8월 28, 2017

What’s new in Knox 2.9?

Samsung Knox News

Knox 2.9, the latest version of our mobile security platform, is now available! The 2.9 release contains several security and convenience features.

 

Real-time permission monitoring

Samsung devices that support this feature include a setting users can activate to receive notification when an app running in background mode accesses defined permissions. Users can enable/disable this monitoring feature, and view detailed information about the permission access attempt by the app. Monitored permissions include camera, microphone, SMS, video recording, and background screen capture activities.

 

USB class control for enterprise use

Enables granular control of USB functions on mobile devices as needed for DeX support. The enterprise can configure which USB classes are allowed for an employee’s device.

 

Network Platform Analytics

A new framework provides authorized apps with the ability to monitor network activity patterns without inspecting the contents of data packets. This feature is being released jointly with a compatible Cisco product that, in combination, provides a complete end-to-end network analytics solution.

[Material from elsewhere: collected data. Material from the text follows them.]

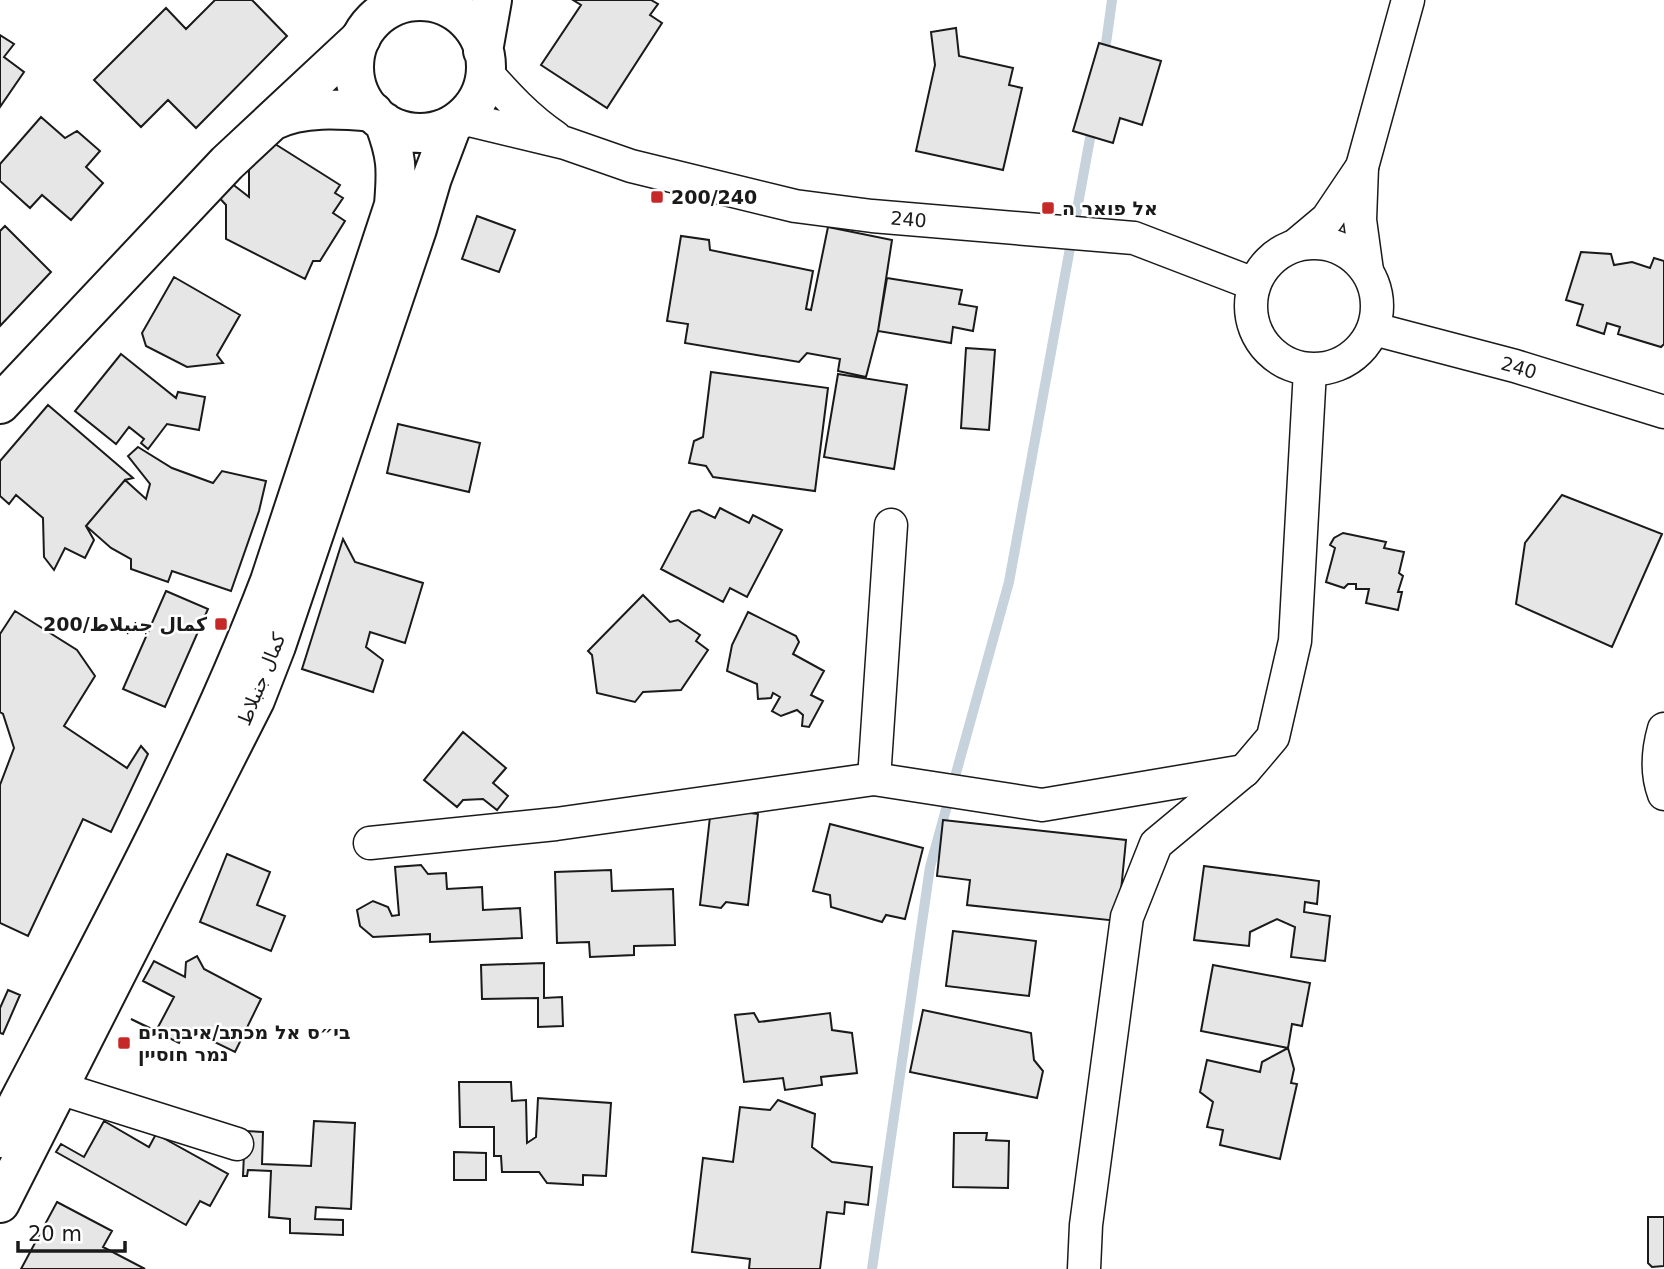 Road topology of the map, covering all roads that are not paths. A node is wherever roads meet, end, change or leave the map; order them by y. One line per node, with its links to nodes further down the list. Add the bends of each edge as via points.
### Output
1 (492, 0): 5 (main road)
2 (1408, 0): 10 (street)
3 (414, 1): 4 (main road, via 378,16); 5 (main road, via 456,11 472,26)
4 (361, 38): 6 (main road, via 355,77 365,104); 8 (main road)
5 (484, 61): 7 (main road, via 479,97); 9 (street, 240, via 519,108)
6 (378, 117): 7 (main road, via 395,129 414,133 434,132); 8 (main road, via 344,109 298,112); 25 (main road, كمال جنبلاط, via 395,152 394,205 271,581 182,785)
7 (457, 122): 9 (street, 240); 24 (main road, كمال جنبلاط, via 432,178 255,701)
8 (262, 129): 16 (main road)
9 (565, 143): 13 (street, 240, via 631,166 794,206 1134,238)
10 (1362, 167): 11 (street, via 1327,219); 12 (street, via 1360,220)
11 (1296, 245): 12 (street, via 1317,242 1336,246); 13 (street, via 1278,253)
12 (1367, 271): 14 (street, via 1378,309)
13 (1254, 284): 15 (street, via 1251,314 1261,342 1291,366)
14 (1374, 329): 15 (street, via 1349,360); 17 (street, 240)
15 (1310, 370): 20 (street, via 1295,641 1273,737)
16 (0, 404)
17 (1664, 412)
18 (891, 524): 21 (street)
19 (1664, 729): 22 (street, via 1658,751)
20 (1245, 771): 21 (street, via 1042,805); 28 (street, via 1156,844 1127,917)
21 (874, 779): 23 (street, via 556,824)
22 (1664, 794)
23 (370, 843)
24 (59, 1088): 26 (street); 27 (main road, كمال جنبلاط)
25 (0, 1138)
26 (237, 1144)
27 (0, 1203)
28 (1084, 1269)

The following network context is provided for advanced network analytics and thread detection:

  • IP and DNS name of the accessed internet service
  • Name and hash of the app or process which is generating traffic
  • The user who is logged into the device at the time of the access
  • Bytes transferred in and out during a network session

 

Memory layout isolation and randomization

The Knox platform now isolates and randomizes the memory address layout of system apps separately from non-system apps. This minimizes the chance of bypassing address space layout randomization (ASLR) for critical system apps. Memory allocation for apps will no longer be granted in contiguous blocks; the memory associated with a given app is spread over all the available memory space in random blocks. This random distribution prevents malware apps from locating the boundary for their assigned space and then trying to overwrite legitimate data with malicious code.